_Directions_.
Print the records exactly as given.

[Saved entries]

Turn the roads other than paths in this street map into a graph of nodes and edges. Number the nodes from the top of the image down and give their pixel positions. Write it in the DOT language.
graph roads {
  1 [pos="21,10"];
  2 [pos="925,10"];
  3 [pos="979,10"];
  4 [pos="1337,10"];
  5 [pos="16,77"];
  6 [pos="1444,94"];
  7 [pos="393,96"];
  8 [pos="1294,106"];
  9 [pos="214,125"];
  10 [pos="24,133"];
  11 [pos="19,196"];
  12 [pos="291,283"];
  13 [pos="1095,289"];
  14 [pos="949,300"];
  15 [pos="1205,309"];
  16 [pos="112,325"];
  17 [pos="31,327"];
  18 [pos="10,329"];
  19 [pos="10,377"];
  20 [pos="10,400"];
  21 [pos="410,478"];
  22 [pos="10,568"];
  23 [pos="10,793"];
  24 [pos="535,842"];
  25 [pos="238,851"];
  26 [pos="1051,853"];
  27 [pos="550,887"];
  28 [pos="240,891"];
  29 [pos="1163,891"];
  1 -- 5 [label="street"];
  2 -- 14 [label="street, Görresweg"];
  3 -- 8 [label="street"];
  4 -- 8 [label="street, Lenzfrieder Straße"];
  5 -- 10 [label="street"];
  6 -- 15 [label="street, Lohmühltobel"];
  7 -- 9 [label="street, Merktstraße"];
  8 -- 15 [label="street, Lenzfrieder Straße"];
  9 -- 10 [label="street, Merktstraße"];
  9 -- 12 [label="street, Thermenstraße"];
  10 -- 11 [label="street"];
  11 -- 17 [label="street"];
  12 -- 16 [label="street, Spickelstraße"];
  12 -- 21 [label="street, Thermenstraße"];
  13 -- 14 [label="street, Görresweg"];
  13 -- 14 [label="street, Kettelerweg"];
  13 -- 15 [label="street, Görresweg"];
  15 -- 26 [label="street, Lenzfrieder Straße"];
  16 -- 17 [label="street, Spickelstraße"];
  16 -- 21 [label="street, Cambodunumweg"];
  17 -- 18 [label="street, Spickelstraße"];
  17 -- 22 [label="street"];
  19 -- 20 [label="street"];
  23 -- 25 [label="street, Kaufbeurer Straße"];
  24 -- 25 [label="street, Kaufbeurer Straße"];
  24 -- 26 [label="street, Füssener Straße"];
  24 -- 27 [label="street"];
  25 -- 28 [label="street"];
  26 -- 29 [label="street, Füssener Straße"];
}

_Task result_.
Turn the roads other than paths in this street map into a graph of nodes and edges. Number the nodes from the top of the image down and give their pixel positions. Write it in the DOT language.
graph roads {
  1 [pos="21,10"];
  2 [pos="925,10"];
  3 [pos="979,10"];
  4 [pos="1337,10"];
  5 [pos="16,77"];
  6 [pos="1444,94"];
  7 [pos="393,96"];
  8 [pos="1294,106"];
  9 [pos="214,125"];
  10 [pos="24,133"];
  11 [pos="19,196"];
  12 [pos="291,283"];
  13 [pos="1095,289"];
  14 [pos="949,300"];
  15 [pos="1205,309"];
  16 [pos="112,325"];
  17 [pos="31,327"];
  18 [pos="10,329"];
  19 [pos="10,377"];
  20 [pos="10,400"];
  21 [pos="410,478"];
  22 [pos="10,568"];
  23 [pos="10,793"];
  24 [pos="535,842"];
  25 [pos="238,851"];
  26 [pos="1051,853"];
  27 [pos="550,887"];
  28 [pos="240,891"];
  29 [pos="1163,891"];
  1 -- 5 [label="street"];
  2 -- 14 [label="street, Görresweg"];
  3 -- 8 [label="street"];
  4 -- 8 [label="street, Lenzfrieder Straße"];
  5 -- 10 [label="street"];
  6 -- 15 [label="street, Lohmühltobel"];
  7 -- 9 [label="street, Merktstraße"];
  8 -- 15 [label="street, Lenzfrieder Straße"];
  9 -- 10 [label="street, Merktstraße"];
  9 -- 12 [label="street, Thermenstraße"];
  10 -- 11 [label="street"];
  11 -- 17 [label="street"];
  12 -- 16 [label="street, Spickelstraße"];
  12 -- 21 [label="street, Thermenstraße"];
  13 -- 14 [label="street, Görresweg"];
  13 -- 14 [label="street, Kettelerweg"];
  13 -- 15 [label="street, Görresweg"];
  15 -- 26 [label="street, Lenzfrieder Straße"];
  16 -- 17 [label="street, Spickelstraße"];
  16 -- 21 [label="street, Cambodunumweg"];
  17 -- 18 [label="street, Spickelstraße"];
  17 -- 22 [label="street"];
  19 -- 20 [label="street"];
  23 -- 25 [label="street, Kaufbeurer Straße"];
  24 -- 25 [label="street, Kaufbeurer Straße"];
  24 -- 26 [label="street, Füssener Straße"];
  24 -- 27 [label="street"];
  25 -- 28 [label="street"];
  26 -- 29 [label="street, Füssener Straße"];
}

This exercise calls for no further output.